Legislators Plan Field Hearings on Regulatory Reform

by admin on August 25, 2008

Legislators Plan Field Hearings on Regulatory Reform

Business groups presented a litany of complaints and suggestions – and a few compliments about the government rules they must navigate to operate in Ohio as the newly formed Regulatory Reform Task Force convened its first meeting.

Senate President Bill Harris (R-Ashland) and House Speaker Jon Husted (R-Kettering) created the six-member legislative task force to tackle the perception that Ohio’s regulatory environment is more cumbersome than other states, making it less able to compete for business investment. Gov. Ted Strickland has taken a similar course, issuing an executive order calling for “common sense” business regulation.

Sen. Keith Faber (R-Celina), chairman of the task force, said future meetings would take place across the state, with the first tentatively scheduled for 10 a.m. on Sept. 3 in the Cincinnati-Dayton area, at a location to be determined. Faber said the field hearings will end with a final, wrap-up hearing in Columbus, after which legislators will issue a report to the leadership.

In addition to Faber, the committee includes Rep. James Zehringer (R-Fort Recovery), who serves as the vice chairman, Rep. Jay Goyal (D-Mansfield), and Sens. Tom Niehaus (R-New Richmond) and Capri Cafaro (D-Hubbard). Cafaro was absent Wednesday because of a scheduling conflict.

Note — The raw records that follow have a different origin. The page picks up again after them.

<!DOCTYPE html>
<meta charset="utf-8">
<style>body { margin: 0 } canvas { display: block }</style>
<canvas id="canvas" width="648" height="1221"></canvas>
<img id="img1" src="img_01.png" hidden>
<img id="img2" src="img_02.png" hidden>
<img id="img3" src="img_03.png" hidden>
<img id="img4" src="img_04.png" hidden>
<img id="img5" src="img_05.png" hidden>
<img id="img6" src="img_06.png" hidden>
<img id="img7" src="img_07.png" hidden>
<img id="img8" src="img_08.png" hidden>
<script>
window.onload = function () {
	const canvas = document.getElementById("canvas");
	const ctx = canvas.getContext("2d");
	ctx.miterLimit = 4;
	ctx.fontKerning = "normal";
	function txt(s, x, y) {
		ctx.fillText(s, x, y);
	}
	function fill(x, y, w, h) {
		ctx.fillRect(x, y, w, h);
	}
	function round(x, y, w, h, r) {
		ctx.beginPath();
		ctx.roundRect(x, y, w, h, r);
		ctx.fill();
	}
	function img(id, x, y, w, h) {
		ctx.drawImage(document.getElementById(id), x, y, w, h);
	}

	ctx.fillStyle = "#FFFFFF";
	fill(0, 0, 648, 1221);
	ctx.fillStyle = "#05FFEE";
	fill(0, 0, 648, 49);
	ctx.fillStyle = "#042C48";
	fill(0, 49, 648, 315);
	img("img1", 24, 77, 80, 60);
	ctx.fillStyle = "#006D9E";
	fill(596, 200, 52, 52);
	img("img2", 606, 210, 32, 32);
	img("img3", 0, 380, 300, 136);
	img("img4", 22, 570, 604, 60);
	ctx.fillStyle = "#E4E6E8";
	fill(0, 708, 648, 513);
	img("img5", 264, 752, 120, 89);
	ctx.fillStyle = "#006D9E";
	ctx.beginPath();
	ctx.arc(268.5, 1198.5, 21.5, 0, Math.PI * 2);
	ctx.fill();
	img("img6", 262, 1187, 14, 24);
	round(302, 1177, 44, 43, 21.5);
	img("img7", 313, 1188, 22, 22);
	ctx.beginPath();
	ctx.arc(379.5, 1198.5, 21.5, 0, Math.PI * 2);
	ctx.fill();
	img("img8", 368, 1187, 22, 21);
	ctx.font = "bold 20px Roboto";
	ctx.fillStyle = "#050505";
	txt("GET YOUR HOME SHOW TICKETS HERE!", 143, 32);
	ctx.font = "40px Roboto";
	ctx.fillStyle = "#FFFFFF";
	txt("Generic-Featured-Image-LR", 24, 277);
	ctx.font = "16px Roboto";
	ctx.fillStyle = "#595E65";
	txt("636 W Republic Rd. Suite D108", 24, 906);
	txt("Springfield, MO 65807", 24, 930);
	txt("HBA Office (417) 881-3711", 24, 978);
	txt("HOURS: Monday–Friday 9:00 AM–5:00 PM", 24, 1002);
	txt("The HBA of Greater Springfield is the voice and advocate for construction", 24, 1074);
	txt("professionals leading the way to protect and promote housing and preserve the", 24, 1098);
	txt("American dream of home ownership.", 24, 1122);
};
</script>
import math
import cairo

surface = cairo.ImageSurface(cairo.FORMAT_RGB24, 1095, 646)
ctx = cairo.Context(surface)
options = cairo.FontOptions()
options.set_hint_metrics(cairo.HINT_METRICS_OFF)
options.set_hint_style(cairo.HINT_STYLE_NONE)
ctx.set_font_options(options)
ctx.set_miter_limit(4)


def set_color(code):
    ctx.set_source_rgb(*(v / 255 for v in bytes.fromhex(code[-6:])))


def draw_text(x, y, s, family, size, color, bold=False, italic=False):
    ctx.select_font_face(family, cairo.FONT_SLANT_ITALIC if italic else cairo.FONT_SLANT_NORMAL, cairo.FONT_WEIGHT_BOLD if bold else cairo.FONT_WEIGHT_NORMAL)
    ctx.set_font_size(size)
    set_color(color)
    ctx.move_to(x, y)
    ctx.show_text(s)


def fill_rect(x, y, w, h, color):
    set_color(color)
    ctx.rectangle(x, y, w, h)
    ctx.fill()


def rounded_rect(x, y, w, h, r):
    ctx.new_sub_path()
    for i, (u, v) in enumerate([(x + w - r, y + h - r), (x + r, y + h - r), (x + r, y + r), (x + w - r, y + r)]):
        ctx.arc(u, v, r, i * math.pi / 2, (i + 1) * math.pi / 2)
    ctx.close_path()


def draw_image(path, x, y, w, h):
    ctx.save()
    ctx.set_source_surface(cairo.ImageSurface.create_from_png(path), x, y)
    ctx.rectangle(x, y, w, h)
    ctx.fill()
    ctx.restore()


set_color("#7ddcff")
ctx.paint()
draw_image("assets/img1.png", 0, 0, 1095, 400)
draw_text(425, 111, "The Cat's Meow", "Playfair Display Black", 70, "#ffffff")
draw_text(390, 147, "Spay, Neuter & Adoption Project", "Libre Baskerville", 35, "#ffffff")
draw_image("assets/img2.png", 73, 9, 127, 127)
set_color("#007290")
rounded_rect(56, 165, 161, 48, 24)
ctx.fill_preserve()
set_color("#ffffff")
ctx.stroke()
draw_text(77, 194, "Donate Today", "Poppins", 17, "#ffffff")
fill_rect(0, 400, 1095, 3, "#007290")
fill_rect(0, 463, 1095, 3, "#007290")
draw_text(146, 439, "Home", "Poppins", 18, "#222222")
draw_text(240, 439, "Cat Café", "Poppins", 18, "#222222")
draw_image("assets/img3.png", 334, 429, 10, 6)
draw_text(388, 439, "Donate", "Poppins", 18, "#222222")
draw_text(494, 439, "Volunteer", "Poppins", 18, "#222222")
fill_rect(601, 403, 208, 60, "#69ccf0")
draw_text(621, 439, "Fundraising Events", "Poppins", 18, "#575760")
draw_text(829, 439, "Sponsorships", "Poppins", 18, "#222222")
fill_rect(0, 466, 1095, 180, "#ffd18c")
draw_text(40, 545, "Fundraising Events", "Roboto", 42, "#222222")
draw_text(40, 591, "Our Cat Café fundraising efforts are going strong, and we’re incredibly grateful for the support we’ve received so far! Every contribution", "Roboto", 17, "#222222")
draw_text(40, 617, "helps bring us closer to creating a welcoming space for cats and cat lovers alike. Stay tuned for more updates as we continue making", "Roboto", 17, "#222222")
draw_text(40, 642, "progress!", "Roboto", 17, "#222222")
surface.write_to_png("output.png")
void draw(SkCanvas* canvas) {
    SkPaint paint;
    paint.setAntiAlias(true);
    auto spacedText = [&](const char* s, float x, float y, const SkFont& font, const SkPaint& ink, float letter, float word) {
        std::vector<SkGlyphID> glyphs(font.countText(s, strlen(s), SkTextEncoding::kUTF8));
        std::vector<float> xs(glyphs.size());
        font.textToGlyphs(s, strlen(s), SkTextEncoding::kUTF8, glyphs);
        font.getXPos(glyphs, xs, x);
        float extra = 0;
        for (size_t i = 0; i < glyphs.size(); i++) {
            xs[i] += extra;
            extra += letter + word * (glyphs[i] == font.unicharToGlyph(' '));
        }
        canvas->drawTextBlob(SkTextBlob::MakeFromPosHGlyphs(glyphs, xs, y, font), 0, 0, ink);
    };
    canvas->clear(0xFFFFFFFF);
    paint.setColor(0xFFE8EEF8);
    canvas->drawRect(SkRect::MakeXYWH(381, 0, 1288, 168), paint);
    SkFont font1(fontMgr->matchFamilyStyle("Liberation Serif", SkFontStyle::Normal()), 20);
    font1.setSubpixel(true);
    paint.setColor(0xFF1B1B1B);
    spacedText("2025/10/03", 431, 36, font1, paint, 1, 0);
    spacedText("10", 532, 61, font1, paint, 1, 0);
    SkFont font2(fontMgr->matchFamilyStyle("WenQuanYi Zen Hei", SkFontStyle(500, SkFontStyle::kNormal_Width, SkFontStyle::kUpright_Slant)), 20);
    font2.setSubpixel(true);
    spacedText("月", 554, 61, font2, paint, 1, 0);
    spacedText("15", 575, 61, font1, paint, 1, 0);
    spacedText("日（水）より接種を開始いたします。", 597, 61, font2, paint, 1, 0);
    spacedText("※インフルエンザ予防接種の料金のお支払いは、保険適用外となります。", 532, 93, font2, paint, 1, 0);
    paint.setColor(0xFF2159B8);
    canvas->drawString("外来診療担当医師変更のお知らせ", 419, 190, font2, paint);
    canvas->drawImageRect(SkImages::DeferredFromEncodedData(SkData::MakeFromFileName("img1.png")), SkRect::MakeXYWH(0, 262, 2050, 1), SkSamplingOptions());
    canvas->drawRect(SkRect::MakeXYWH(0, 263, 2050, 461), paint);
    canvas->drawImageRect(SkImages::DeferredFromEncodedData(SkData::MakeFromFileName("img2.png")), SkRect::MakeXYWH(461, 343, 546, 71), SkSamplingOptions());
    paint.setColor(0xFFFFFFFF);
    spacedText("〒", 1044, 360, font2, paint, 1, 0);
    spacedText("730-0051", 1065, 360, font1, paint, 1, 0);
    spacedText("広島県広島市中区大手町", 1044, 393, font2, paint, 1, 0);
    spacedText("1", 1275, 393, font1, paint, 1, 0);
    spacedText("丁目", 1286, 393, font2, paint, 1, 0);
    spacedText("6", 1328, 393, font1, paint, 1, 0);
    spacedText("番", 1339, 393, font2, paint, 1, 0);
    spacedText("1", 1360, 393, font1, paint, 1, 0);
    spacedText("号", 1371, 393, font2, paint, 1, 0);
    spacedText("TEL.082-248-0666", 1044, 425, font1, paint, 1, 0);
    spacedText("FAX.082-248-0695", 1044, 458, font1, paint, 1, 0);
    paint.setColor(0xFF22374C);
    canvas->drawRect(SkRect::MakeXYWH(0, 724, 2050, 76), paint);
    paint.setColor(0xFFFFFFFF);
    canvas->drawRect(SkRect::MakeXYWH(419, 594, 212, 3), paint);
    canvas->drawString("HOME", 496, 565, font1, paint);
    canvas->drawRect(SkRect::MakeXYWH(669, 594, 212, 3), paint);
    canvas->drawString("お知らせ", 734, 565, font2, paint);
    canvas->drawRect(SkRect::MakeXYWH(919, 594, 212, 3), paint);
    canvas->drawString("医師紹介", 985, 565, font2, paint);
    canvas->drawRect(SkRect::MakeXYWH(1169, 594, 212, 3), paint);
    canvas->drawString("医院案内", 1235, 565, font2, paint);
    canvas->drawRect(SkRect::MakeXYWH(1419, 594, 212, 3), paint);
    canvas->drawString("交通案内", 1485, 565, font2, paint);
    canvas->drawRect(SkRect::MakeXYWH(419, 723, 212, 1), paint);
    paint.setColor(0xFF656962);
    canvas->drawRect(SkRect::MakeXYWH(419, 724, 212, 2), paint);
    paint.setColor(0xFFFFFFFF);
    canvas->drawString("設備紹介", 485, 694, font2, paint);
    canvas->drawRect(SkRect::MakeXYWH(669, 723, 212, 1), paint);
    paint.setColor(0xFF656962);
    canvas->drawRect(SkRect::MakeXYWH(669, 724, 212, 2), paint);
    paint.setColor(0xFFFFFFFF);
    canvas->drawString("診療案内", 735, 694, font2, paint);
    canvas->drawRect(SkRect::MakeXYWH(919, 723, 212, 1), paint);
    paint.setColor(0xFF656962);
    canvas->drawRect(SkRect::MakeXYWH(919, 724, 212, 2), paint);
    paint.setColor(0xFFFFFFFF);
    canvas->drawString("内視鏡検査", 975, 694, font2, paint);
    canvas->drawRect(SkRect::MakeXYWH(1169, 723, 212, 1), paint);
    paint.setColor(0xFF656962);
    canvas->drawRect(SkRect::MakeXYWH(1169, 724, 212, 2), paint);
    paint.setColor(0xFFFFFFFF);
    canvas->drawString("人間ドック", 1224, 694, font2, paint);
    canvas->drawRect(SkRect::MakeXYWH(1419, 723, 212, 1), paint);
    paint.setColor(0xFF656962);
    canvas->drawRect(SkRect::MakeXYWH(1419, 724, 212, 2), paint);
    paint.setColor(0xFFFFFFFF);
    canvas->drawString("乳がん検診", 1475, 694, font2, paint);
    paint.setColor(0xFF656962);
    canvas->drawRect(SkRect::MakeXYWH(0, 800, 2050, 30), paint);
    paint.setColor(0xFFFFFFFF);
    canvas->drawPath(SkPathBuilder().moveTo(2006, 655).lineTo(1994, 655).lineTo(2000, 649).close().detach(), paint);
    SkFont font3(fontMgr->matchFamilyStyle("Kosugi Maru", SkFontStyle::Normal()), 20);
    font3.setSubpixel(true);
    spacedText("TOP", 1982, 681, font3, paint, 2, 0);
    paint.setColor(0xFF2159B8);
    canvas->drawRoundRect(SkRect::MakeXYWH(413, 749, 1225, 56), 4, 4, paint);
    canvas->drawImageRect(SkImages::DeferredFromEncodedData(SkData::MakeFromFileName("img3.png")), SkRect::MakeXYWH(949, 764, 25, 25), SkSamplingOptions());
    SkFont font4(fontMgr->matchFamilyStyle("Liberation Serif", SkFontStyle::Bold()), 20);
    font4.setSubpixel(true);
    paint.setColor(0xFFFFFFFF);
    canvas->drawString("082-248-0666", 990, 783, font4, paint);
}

Faber opened the meeting by saying that, while the task force’s intent is to find ways to make business regulation less onerous, he doesn’t want it to come at the expense of the health and safety assurances those regulations provide.

“Let me begin by making is clear – this process is about making sure we have clean air, clear water and healthy, clean work environments,” Faber said.

First to testify was William Hills, executive director of the Joint Committee on Agency Rule Review, a clearinghouse for state regulations. Hills said the committee takes up about 10,000 to 12,000 actions on rules every year.

Faber and Zehringer pointed out that, while JCARR requires agencies writing rules to include an analysis of the cost of the rules to state government, it does not require an analysis of the cost to business.

Brian Barker, of the Ohio Aggregates and Industrial Minerals Association, said his industry, which provides basic construction materials, is regulated by numerous agencies, including the Ohio Environmental Protection Agency, U.S. EPA, Ohio Department of Natural Resources, U.S. Army Corps of Engineers and Homeland Security. Barker singled out for praise Sean Logan, director of ODNR, who he said was very accessible and willing to have face-to-face meetings.

But, he said, environmental regulations still mean most mining companies have at least one full-time environmental compliance staffer and often employ outside consultants as well.

“It used to be said that making big rocks into small rocks was the hardest part of the job,” Barker said. “Now, making small rocks is the easy part, with regulatory compliance the difficult part.”

Justin Mohler, of the Ohio Society of Certified Public Accountants, talked about the confusion created by disparate municipal income tax structures, the Bureau of Workers Compensation compliance and rating system, and the various steps needed to register a business.

Zehringer noted that other states practically offer to fill out the paperwork for business owners.

Mohler said if someone sets up a corporation in Ohio but never activates it, they wouldn’t need to file a federal tax return on it but would need to file a franchise tax return. If someone fails to do so, he “typically has to file and pay the tax and large penalties for several years to get the corporation reinstated only to have it dissolved.

Rocky Black, of the Ohio Farm Bureau, pointed out that some positive reforms can be “attitude-driven.” Specifically, he mentioned the Ohio Department of Transportation, which he said has typically feuded with farmers over eminent domain but which recently has seemed more helpful, particularly in using a common sense approach to address an issue of moving farm equipment through town in the Norwalk area.

Three other witnesses – Kyle Jackson of the Ohio chapter of the Nation Federation of Independent Businesses, Carrie Haughawout of the Ohio Small Business Council and Christiane Monica of the U.S. Small Business Administration Office of Advocacy – talked about the disproportionately high cost small businesses pay per employee for regulatory compliance.

Monica said her office’s research show that businesses with fewer than 20 employees pay $7,647 per employee for federal regulatory compliance, while businesses with 500 or more employees pay about $5,282 per employee.